A qualche mese dalla medesima indagine, condotta in estate, il risultato non cambia: a dirsi favorevole all’entrata in vigore di una normativa Ue per un’equa remunerazione di autori e artisti da parte dei giganti del tech sono l’85% degli italiani e l’80% degli europei. C’era qualche punto percentuale in meno rispetto al sondaggio chiuso lo scorso agosto: 4 per i rispondenti italiani e 7 per quelli europei. Ma ha pur sempre i contorni del risultato plebiscitario quello che emerge dall’indagine «Copyright & Us Tech Giants» effettuata online da Harris Interactive e commissionata da «Europe for Creators» – cittadini, creativi e quasi 250 organizzazioni – e da Gesac (l’insieme delle Siae europee) a sostegno della riforma del Copyright Ue.

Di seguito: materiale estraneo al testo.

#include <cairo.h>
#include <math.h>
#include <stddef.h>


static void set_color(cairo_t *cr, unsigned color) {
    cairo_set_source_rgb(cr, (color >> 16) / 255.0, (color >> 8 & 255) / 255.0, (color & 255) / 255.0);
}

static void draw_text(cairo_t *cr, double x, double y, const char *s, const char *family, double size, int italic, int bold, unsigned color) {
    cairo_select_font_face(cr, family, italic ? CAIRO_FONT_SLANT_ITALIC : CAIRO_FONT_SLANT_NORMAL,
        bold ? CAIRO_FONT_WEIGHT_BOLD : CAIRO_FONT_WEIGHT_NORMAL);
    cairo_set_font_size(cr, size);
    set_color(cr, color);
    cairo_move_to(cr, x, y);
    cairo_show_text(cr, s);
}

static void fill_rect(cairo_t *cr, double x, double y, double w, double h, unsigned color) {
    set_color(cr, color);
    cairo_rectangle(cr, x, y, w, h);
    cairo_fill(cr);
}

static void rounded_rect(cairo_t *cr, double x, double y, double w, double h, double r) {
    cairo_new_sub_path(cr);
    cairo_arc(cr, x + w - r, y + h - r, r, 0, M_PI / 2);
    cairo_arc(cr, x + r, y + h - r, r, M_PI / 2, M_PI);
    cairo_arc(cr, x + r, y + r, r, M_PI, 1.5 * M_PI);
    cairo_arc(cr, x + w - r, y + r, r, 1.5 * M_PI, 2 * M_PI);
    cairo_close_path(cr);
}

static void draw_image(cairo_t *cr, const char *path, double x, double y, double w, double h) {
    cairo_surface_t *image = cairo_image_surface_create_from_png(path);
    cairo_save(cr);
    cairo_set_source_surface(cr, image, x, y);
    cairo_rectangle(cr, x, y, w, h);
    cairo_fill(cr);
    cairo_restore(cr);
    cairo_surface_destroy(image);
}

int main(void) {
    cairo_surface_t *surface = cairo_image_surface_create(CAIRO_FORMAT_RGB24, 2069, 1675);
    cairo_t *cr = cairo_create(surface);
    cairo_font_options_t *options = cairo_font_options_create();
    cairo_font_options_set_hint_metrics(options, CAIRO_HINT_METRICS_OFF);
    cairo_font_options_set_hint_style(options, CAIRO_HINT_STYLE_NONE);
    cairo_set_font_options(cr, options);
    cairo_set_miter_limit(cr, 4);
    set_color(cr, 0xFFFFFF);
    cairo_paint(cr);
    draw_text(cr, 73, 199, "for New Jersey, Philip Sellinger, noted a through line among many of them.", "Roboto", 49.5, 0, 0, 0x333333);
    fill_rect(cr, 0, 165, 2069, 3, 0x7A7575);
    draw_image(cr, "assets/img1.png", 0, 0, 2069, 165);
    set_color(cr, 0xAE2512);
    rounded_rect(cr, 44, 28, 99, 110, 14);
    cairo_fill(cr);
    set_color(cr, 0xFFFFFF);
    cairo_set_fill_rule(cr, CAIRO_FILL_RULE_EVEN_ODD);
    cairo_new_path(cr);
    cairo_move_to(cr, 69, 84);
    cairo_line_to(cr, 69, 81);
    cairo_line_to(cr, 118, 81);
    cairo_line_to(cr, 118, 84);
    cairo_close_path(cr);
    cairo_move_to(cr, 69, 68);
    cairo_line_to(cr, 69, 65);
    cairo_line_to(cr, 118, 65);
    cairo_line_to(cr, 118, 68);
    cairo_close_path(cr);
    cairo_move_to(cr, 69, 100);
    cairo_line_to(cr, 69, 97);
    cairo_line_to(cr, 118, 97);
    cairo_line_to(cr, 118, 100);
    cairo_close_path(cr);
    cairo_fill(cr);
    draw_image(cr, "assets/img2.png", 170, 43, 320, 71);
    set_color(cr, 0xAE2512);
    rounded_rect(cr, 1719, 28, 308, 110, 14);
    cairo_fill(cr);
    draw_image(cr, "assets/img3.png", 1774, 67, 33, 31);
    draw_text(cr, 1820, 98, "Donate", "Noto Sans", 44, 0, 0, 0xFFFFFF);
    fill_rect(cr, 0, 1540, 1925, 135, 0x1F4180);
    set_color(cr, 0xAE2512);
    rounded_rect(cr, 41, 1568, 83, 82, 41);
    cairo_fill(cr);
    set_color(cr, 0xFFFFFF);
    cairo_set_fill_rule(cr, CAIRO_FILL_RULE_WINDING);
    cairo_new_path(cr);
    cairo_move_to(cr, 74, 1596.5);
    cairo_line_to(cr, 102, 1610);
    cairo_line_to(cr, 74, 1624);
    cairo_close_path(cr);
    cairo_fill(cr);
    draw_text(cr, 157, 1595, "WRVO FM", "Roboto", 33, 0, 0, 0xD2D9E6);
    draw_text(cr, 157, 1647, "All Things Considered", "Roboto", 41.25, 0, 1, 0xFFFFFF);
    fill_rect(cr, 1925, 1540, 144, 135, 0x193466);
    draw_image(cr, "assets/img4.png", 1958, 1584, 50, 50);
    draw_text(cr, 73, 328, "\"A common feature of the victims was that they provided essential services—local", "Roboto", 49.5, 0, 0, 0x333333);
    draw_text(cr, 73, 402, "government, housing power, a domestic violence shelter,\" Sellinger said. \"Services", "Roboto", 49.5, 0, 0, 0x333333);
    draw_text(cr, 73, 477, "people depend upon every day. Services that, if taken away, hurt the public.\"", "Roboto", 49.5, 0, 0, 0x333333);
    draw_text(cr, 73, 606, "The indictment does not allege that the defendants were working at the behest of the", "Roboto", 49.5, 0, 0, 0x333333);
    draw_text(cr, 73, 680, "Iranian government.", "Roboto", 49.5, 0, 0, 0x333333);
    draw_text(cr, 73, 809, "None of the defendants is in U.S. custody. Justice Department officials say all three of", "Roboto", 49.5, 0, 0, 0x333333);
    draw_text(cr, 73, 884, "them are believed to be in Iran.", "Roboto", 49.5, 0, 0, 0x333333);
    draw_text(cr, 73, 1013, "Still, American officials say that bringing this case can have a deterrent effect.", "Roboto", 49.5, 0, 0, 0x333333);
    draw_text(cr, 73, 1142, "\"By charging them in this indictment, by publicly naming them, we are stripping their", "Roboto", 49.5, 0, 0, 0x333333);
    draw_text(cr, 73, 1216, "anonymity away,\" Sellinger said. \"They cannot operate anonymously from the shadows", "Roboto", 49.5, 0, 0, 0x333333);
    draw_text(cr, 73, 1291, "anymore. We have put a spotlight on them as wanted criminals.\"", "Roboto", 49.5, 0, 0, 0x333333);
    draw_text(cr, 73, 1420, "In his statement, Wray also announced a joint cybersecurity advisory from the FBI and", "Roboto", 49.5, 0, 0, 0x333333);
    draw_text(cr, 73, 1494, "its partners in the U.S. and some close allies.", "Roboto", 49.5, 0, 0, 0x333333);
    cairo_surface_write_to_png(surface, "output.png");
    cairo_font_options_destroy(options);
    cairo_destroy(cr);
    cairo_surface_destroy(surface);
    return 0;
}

Il sondaggio è stato condotto fra il 15 e il 22 febbraio su 6.600 cittadini europei sopra i 18 anni, di cui 800 italiani. I risultati piombano nel bel mezzo della volata finale della riforma che dovrà regolamentare il diritto d’autore in Europa ai tempi del digitale, attesa al voto degli europarlamentari del 26-27 marzo dopo che il 13 febbraio Parlamento Ue, Commissione e Consiglio hanno trovato un accordo politico definitivo. Poi anche il Consiglio dovrà dare il suo benestare. E non sarà una passeggiata, come non lo è stata finora, con pressioni fortissime e contrapposizione frontale fra produttori di contenuti (favorevoli) e piattaforme (contrari).
A far da detonatore gli articoli 11 e 13 del testo. Il primo prevede per le piattaforme l’obbligo di pagare gli editori per la pubblicazione degli snippet: frammenti di articoli caricati sul web con link al sito principale della notizia. L’articolo 13 richiede invece a piattaforme di largo utilizzo (YouTube o Instagram ad esempio) di prendere misure appropriate che impediscano di caricare materiale protetto da copyright.
La scorsa settimana 19 associazioni rappresentative dell’intera industria culturale e creativa italiana, fra cui Confindustria Cultura, Aie, Fimi, hanno inviato un appello agli europarlamentari per il sì alla riforma. Un post del 3 marzo sul blog Google, a firma di Kent Walker, Svp Global Affairs, parla invece di «un passo avanti e due indietro» con miglioramenti rispetto al testo originario, ma aspetti valutati come critici sia sull’articolo 13 (ad esempio la non chiarezza sui requisiti in base ai quali i titolari dei diritti sarebbero tenuti a collaborare per identificare i rispettivi contenuti) sia per l’articolo 11 («danneggia gli editori piccoli ed emergenti»).
«Porto avanti la mia battaglia a difesa del diritto d’autore con tutte le mie forze», dice al Sole 24 Ore il presidente Siae, Giulio Rapetti Mogol. Appena nominato presidente Siae, Mogol è subito volato a Strasburgo, dove all’indomani si sarebbe tenuto il voto sulla direttiva copyright: «Volevo fare un’azione plateale e così ho fatto. Avevo con me cartelloni in cui era scritto: voi avete i miliardi, noi le ragioni». Da allora Mogol è stata una delle voci più decise a favore della riforma Ue.
Il sondaggio non fa che aumentarne la convinzione. «Il diritto d’autore è il diritto che garantisce agli autori la possibilità di vivere dei frutti dell’attività creativa. Ci sono 20mila giovani creativi che guadagnano meno di mille euro al mese e pagano le tasse fino all’ultimo». A questo punto, dice Mogol, «vorrei capire perché, come Siae, chiediamo un contributo minimo anche alle parrocchie e dovremmo essere disposti a non avere la giusta remunerazione da chi fa profitti per miliardi sulle spalle dell’industria creativa». Per Mogol, poi, «non è accettabile» quando si indica come soluzione la deindicizzazione come possibilità per gli editori e all’industria creativa. «Dico solo – replica – che è in atto un’azione di lobbying fortissima e pericolosissima. Senza diritto d’autore la cultura muore».